On November 8, 1996, Felker, acting jointly with another Georgia death row inmate, Larry Lonchar, filed a motion for a preliminary injunction and complaint for declaratory and injunctive relief pursuant to 42 U.S.C. 1983 in the United States District Court for the Middle District of Georgia. The basis for that § 1983 action was a contention that death by electrocution is a cruel and unusual punishment in violation of the Eighth Amendment of the United States Constitution. On November 12, 1996, the district court denied Felker's motion for a preliminary injunction and denied his request for declaratory and injunctive relief. He appealed, and on November 13, 1996, another panel of this Court affirmed denial of that relief. Felker v. Turpin, 101 F.3d 95 (11th Cir.1996). Thereafter, Felker filed in the United States Supreme Court a petition for a writ of certiorari and a motion for stay of execution. On November 14, 1996, the Supreme Court denied both.

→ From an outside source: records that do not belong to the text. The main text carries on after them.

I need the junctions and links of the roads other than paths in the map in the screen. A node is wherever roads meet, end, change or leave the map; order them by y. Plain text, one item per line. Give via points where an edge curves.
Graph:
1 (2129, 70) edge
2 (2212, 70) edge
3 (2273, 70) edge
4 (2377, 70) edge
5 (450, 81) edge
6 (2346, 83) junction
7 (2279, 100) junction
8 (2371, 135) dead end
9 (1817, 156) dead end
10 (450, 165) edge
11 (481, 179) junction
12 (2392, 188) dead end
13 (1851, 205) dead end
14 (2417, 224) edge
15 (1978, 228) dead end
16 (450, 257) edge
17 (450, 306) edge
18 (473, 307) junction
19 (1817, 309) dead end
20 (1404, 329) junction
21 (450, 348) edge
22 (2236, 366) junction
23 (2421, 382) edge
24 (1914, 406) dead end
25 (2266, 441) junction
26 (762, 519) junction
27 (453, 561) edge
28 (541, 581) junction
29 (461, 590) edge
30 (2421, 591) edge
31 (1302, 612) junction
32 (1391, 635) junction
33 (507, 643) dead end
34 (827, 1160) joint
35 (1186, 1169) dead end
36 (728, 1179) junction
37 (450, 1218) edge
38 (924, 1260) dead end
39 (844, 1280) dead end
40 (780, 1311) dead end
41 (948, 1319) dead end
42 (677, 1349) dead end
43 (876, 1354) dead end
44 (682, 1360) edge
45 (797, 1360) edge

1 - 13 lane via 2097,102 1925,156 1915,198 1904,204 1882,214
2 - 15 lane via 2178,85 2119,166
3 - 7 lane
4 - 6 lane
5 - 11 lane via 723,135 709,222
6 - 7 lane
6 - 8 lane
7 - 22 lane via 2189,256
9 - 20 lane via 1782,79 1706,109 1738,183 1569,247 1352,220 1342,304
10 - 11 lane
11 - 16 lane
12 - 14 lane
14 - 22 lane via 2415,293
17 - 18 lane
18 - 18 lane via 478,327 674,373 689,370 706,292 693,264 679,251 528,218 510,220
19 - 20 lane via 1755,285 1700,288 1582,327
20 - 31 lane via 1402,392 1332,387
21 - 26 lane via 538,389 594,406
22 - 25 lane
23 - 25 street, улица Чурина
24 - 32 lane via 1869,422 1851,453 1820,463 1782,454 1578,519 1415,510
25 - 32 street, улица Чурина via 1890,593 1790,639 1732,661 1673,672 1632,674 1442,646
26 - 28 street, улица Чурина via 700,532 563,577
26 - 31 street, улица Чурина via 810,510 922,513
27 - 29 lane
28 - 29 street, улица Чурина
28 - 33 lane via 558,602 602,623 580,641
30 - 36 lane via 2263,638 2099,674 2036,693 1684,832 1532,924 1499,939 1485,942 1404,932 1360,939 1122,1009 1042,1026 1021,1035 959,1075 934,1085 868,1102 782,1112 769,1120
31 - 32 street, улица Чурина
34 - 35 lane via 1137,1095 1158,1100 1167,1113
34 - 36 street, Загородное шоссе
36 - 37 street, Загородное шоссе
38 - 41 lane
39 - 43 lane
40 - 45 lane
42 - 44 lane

On November 11, 1996, Felker filed his fourth state habeas petition, together with a motion for a stay of execution, in the Butts County Superior Court. On the following day, that court dismissed Felker's petition and denied his motion for a stay of execution. On November 12, 1996, Felker applied to the Georgia Supreme Court for a stay of execution and for a certificate of probable cause to appeal the denial of his fourth habeas petition. On November 14, 1996, the Georgia Supreme Court denied all requested relief.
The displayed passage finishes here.